[Exercise objective]
If a line in the listing below has the string "every", copy it out.

[Study material]
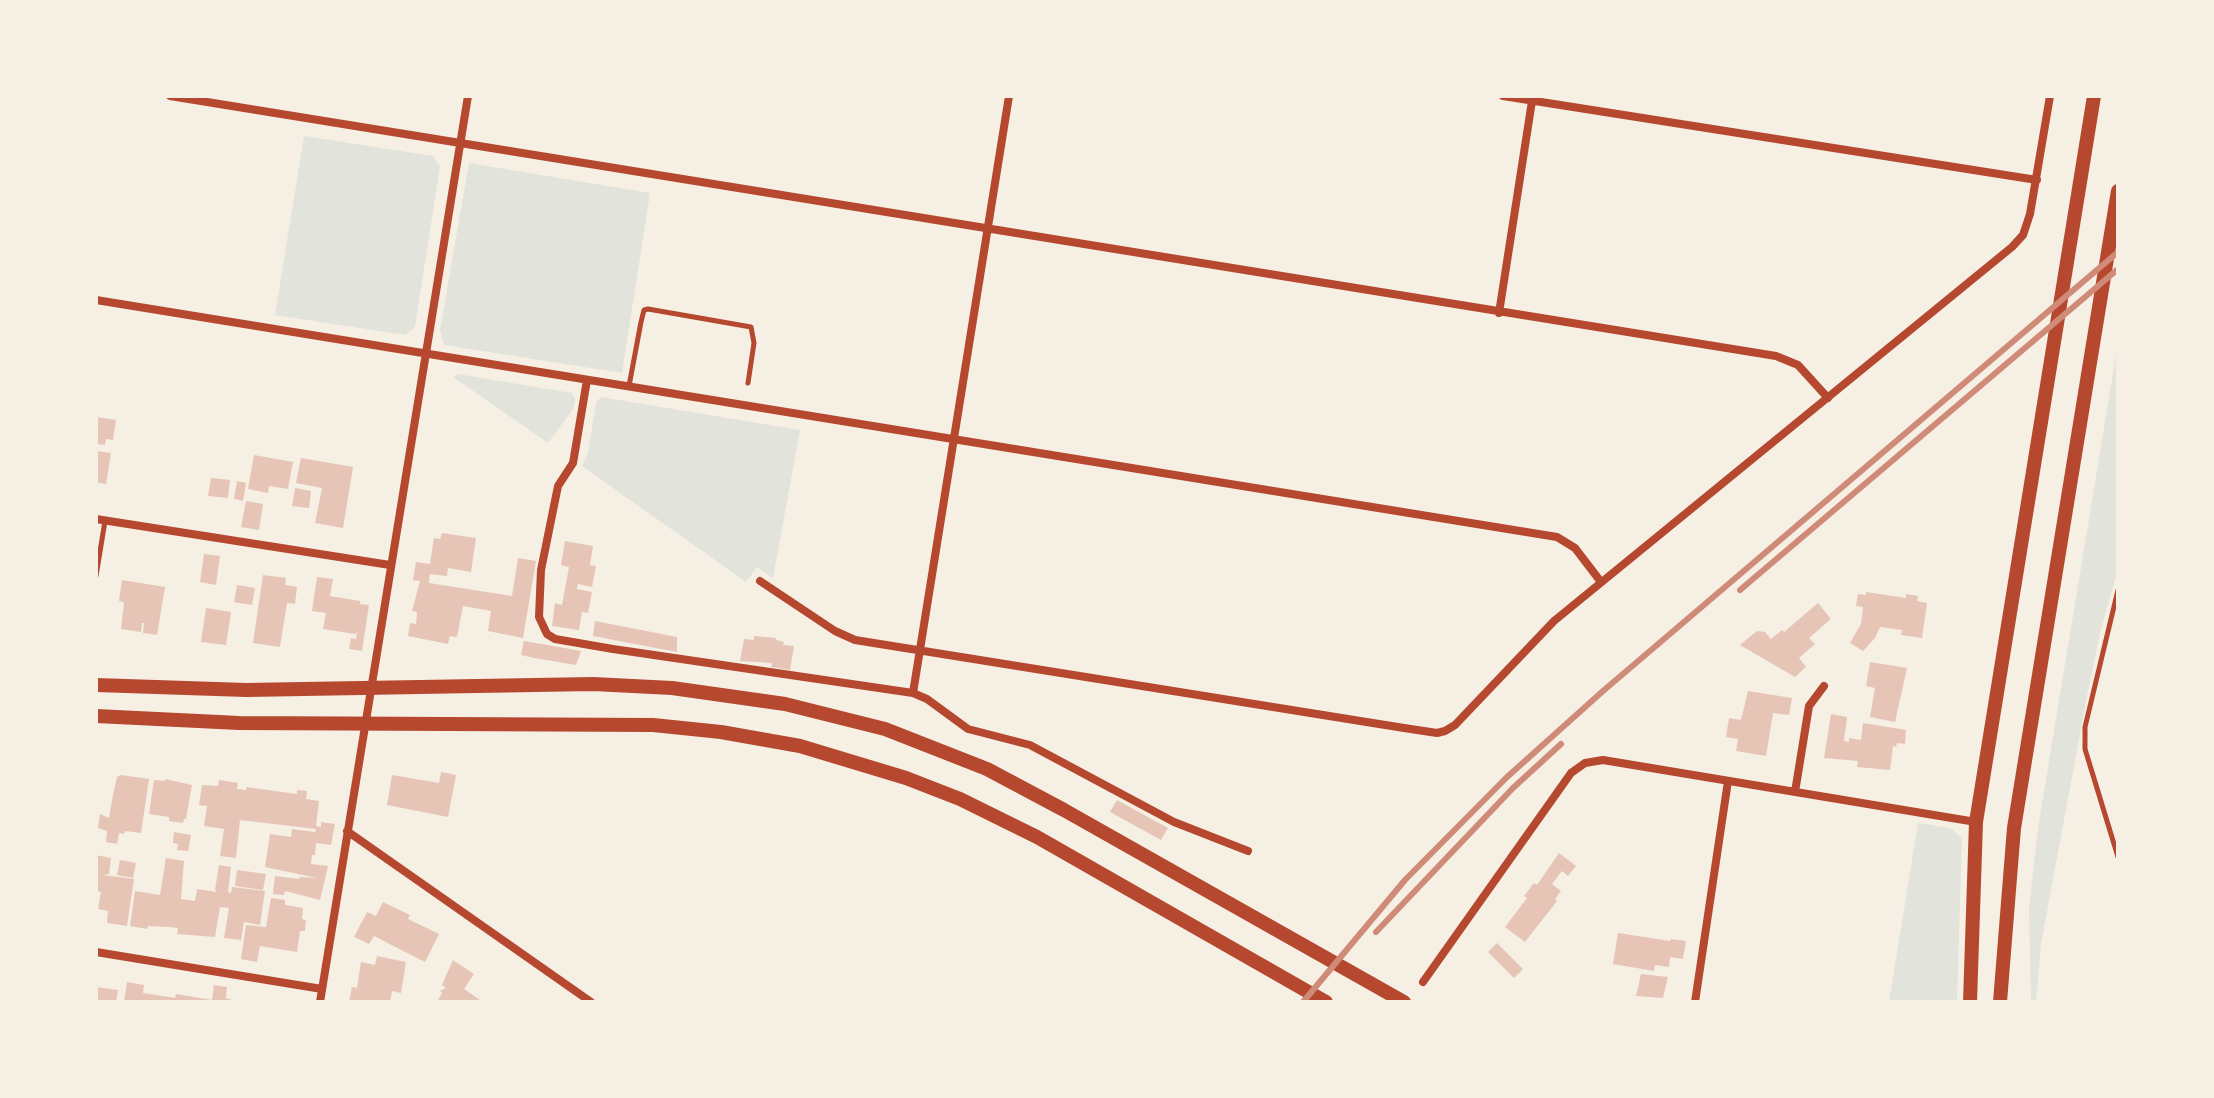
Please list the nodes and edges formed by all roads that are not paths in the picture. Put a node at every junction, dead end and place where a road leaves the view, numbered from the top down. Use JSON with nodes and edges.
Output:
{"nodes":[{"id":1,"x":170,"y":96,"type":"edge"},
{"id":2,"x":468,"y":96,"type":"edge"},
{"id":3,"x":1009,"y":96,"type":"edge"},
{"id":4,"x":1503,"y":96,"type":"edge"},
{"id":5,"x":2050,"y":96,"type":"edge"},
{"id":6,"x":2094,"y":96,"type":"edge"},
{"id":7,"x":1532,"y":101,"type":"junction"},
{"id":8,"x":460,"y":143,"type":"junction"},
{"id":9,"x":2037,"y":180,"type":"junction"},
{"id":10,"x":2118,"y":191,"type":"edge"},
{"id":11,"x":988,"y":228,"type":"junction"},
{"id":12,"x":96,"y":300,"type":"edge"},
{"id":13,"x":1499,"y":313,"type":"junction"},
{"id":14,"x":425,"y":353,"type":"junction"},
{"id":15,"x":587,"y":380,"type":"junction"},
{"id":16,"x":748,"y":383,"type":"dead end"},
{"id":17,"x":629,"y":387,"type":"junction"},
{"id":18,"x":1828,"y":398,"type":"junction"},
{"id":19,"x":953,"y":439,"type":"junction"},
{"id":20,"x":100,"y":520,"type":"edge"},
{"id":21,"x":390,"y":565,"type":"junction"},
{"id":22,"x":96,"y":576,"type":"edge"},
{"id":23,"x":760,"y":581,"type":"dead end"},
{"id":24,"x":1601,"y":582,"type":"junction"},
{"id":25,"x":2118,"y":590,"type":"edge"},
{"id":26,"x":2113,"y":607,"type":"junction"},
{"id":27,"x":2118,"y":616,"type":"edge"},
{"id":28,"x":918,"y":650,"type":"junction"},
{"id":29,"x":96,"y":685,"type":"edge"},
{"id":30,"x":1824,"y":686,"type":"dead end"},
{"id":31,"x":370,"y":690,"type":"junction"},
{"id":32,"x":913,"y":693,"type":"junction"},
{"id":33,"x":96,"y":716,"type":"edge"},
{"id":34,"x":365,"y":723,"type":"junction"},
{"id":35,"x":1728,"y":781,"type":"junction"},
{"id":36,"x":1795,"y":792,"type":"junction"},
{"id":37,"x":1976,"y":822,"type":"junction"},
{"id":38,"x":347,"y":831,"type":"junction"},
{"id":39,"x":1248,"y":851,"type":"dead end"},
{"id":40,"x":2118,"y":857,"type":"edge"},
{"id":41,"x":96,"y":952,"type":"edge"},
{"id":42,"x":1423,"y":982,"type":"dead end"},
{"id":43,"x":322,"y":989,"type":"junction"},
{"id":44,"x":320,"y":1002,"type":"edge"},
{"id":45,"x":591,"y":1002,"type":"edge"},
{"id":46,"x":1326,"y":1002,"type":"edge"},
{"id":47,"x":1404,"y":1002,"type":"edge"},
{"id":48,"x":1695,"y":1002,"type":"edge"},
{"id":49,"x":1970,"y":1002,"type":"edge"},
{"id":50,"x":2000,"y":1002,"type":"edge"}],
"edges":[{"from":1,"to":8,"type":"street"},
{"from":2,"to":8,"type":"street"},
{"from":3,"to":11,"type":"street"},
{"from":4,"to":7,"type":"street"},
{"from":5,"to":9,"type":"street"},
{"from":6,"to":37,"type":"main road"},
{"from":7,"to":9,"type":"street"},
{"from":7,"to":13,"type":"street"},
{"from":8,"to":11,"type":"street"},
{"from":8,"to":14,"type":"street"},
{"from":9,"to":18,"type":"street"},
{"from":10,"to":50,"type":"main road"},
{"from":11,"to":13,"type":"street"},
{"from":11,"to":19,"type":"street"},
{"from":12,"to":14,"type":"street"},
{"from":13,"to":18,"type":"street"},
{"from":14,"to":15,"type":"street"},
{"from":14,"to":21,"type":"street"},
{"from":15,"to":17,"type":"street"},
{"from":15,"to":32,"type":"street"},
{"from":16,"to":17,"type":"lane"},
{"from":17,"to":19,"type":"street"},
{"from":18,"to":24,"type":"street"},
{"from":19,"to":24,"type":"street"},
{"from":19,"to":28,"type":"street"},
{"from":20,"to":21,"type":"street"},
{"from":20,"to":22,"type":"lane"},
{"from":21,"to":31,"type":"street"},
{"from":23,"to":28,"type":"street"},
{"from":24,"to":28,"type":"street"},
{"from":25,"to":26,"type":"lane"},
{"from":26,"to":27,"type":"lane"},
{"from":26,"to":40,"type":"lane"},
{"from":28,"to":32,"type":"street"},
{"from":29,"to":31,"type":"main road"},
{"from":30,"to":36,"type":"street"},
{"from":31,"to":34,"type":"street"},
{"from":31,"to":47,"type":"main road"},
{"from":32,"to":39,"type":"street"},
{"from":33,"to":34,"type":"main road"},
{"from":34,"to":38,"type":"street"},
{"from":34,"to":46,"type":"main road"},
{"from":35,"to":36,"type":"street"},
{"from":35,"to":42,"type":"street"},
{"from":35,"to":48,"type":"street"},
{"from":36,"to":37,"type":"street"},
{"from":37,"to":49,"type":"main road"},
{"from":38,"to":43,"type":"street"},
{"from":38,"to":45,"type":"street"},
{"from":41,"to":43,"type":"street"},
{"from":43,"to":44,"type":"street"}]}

* * *

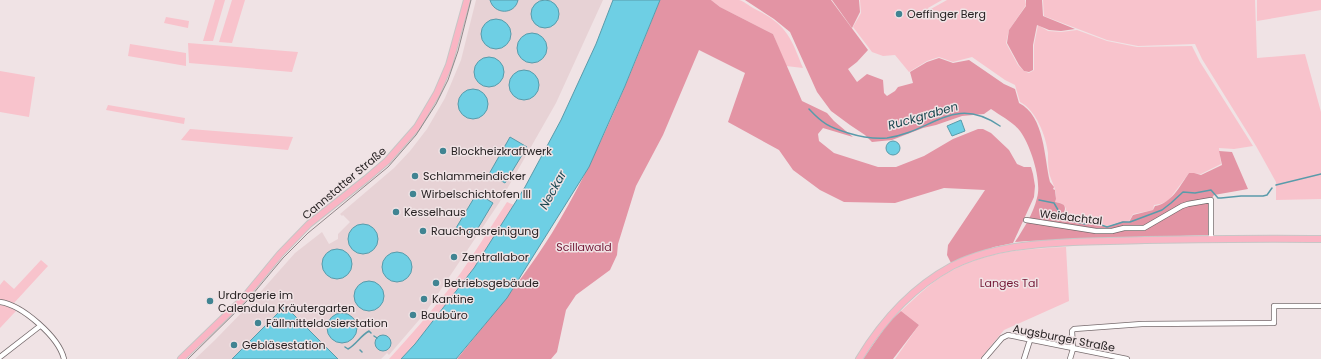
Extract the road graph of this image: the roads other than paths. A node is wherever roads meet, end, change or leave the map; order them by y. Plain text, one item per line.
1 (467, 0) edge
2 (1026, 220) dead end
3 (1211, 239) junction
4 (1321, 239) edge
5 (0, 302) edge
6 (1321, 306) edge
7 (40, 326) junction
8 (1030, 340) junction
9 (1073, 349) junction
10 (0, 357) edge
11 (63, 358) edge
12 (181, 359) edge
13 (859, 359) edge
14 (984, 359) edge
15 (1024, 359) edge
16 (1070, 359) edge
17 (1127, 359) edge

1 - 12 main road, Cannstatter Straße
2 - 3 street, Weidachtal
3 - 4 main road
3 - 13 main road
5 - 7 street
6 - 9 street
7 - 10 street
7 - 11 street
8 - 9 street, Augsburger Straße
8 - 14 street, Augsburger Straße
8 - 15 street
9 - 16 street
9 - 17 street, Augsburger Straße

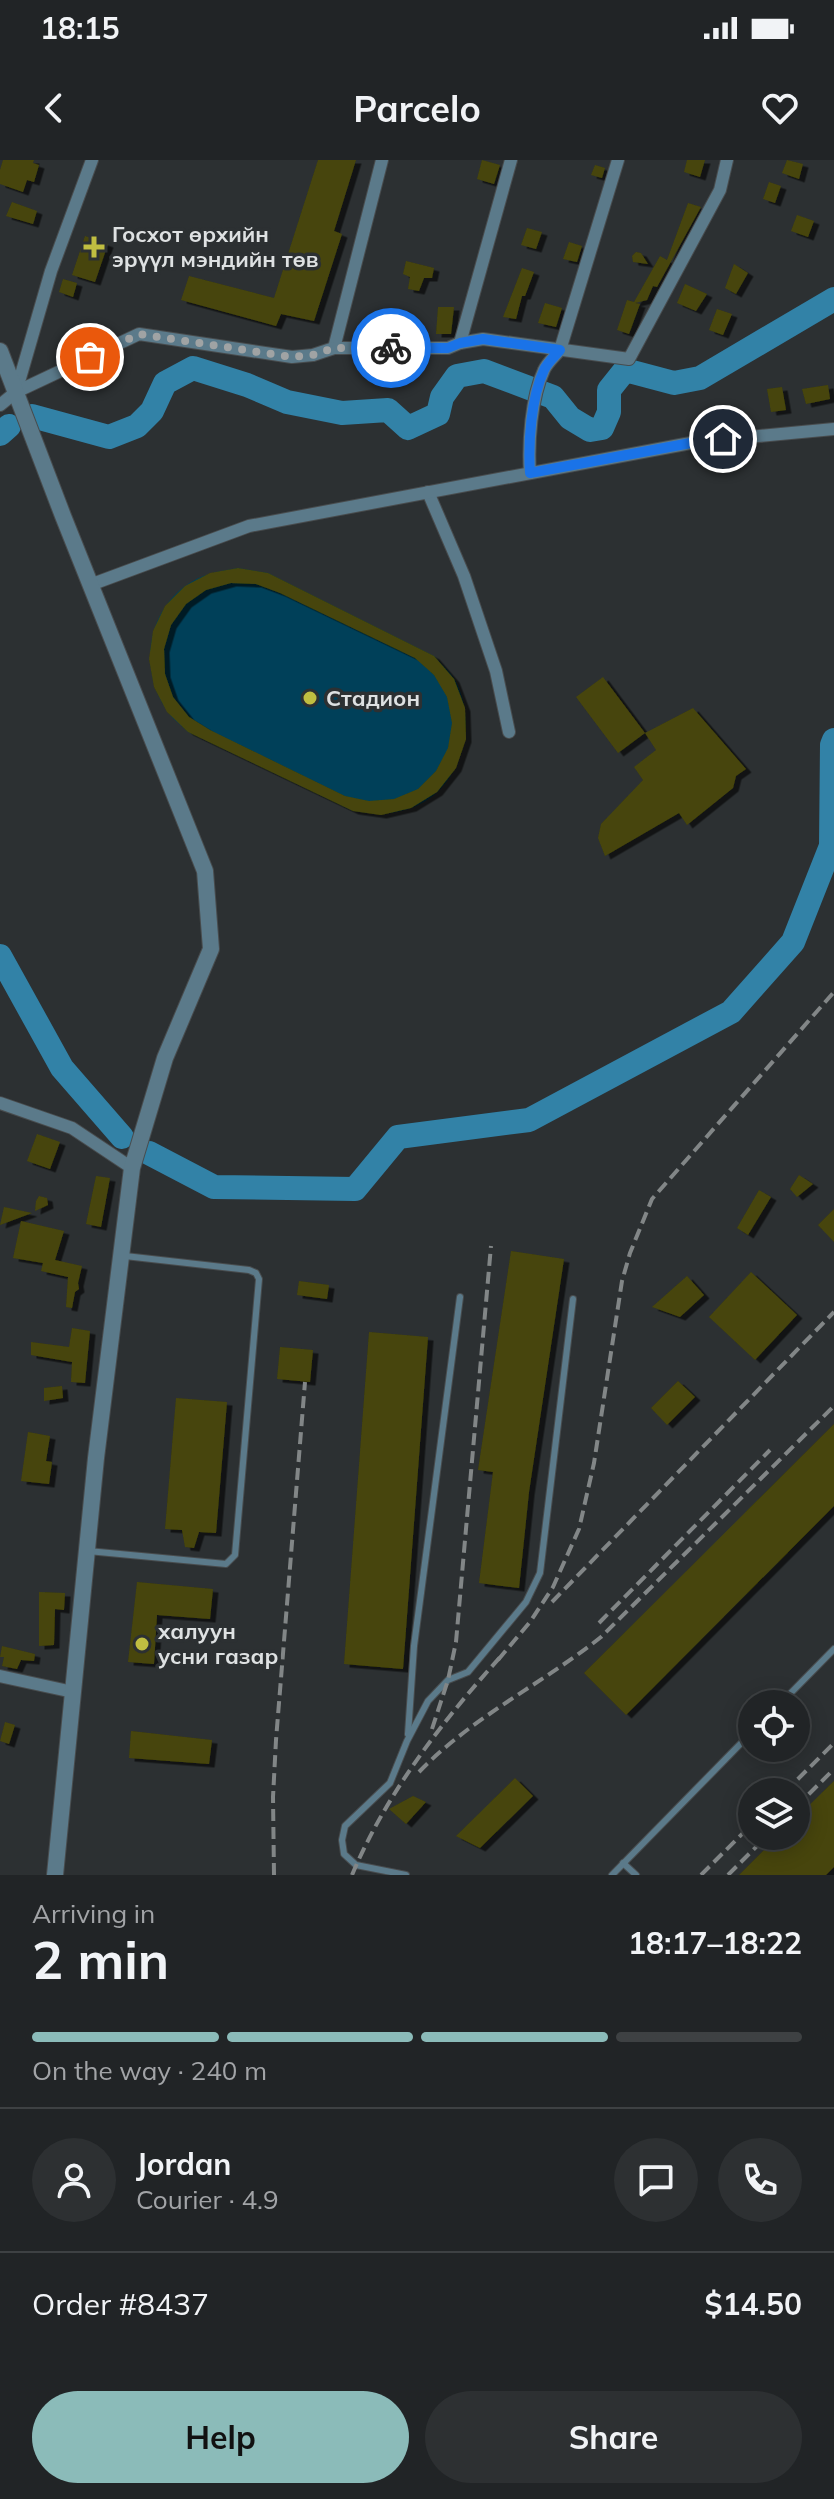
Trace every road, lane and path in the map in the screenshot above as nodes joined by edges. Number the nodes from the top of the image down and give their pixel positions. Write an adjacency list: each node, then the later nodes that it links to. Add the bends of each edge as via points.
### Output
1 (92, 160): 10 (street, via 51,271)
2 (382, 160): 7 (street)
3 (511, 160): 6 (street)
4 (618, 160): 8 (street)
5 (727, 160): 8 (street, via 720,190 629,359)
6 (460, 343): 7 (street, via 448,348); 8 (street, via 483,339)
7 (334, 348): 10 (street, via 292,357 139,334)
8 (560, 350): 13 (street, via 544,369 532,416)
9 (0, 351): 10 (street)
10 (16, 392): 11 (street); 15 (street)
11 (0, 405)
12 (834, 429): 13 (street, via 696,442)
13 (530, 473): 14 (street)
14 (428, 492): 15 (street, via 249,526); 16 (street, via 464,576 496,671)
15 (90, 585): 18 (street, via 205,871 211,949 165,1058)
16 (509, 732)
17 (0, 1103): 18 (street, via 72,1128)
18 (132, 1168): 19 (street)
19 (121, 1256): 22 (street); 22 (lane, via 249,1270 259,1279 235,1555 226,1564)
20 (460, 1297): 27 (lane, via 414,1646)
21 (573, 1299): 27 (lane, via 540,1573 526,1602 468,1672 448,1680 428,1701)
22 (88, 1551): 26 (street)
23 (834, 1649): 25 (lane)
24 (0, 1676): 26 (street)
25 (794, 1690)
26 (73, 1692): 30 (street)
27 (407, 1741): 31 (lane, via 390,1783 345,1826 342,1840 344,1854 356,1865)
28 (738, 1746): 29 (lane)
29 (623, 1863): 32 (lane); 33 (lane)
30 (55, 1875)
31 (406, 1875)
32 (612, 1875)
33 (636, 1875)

[Solution to the problem]
Please list the nodes and edges formed by all roads that are not paths in the picture. Put a node at every junction, dead end and place where a road leaves the view, numbered from the top down. Use JSON with nodes and edges.
Trace every road, lane and path in the map in the screenshot above as nodes joined by edges. Number the nodes from the top of the image down and give their pixel positions. Write an adjacency list: each node, then the later nodes that it links to. Add the bends of each edge as via points.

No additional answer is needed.